The Insect Crisis is a Human Crisis

In collaboration with the Essig Museum of Entomology Research

Oliver Milman

Journalist and Author

Thursday, May 04, 2023 | 6:00pm - 7:30pm

David Brower Center, Goldman Theater

Insects can seem to be everywhere, all at once, sometimes to an annoying extent. Three out of four of every four known animal species on Earth are insects, after all. But these dazzlingly adept creatures, which pre-date the dinosaurs, are suffering a silent yet hugely consequential crisis, with their numbers plummeting around the world.


Oliver Milman, environment correspondent for Guardian US, has outlined the ramifications of this loss in his book The Insect Crisis: The Fall of the Tiny Empires that Run the World, a publication that has received widespread praise, from the environmentalist Bill McKibben to the New York Times.

What does it mean when the world’s pollinators crash at a time when the global demand for food is only increasing? What crucial roles to insects play to prop up ecosystems and food webs and what happens when this status quo is threatened? What does it mean to us- culturally, morally, artistically - to lose the beauty of a butterfly, the flicker of a firefly, the industrious buzz of a bumblebee? What is causing all of this to happen?

Milman draws from his interviews with dozens of entomologists and his travels to the frontlines of the insect crisis, from the dwindling monarch butterfly stronghold in the Mexican mountains to the overstretched beekeepers trying to keep agriculture going in California, to explain why the decline of insects is a loss for us all.

Oliver Milman is a journalist and author originally from the UK who has written on environmental issues for the Guardian for the past decade, both in Australia and, more recently, in the US. Oliver has extensively covered the climate emergency, documenting its impact upon the Arctic, the Great Barrier Reef, the Everglades and numerous other places and communities, as well as the broader ecological depredations affecting wildlife and our shared natural world.

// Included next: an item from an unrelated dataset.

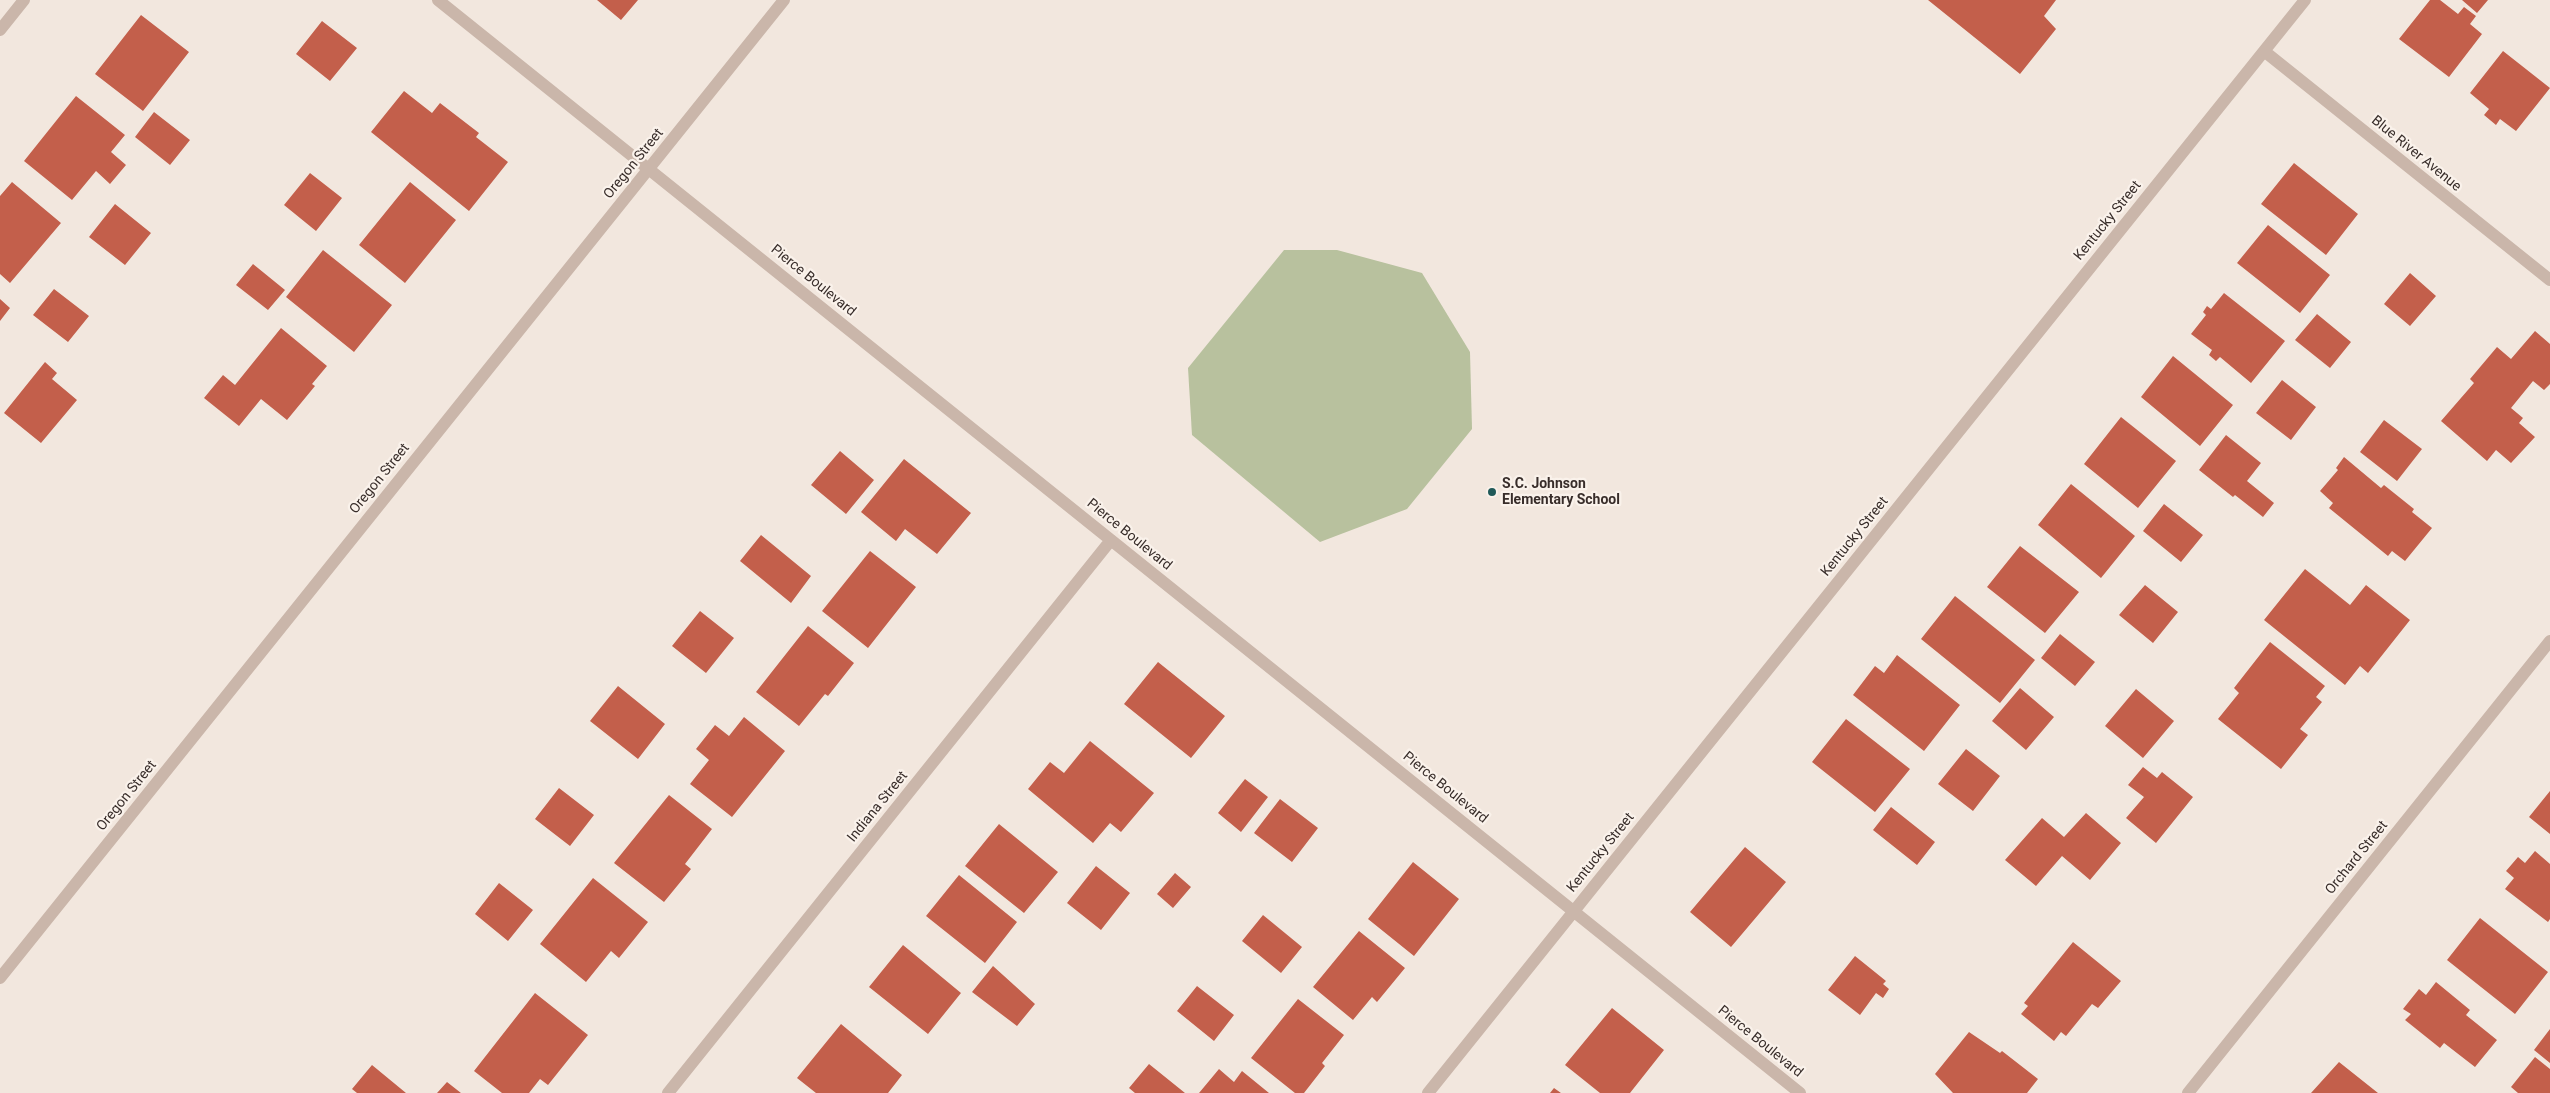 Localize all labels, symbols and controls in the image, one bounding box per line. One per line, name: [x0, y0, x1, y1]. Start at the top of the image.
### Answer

Oliver used this experience to write his first book, The Insect Crisis: The Fall of the Tiny Empires that Run the World, after being struck by research showing startling declines of insects in several places around the world. The book, published by Norton in the US last year, is one of the first to examine what is driving the collapse of insects and why this is perhaps the most significant loss in the animal world since the dinosaurs were wiped out. Oliver lives in New York City with his wife, two children and neurotic dachshund.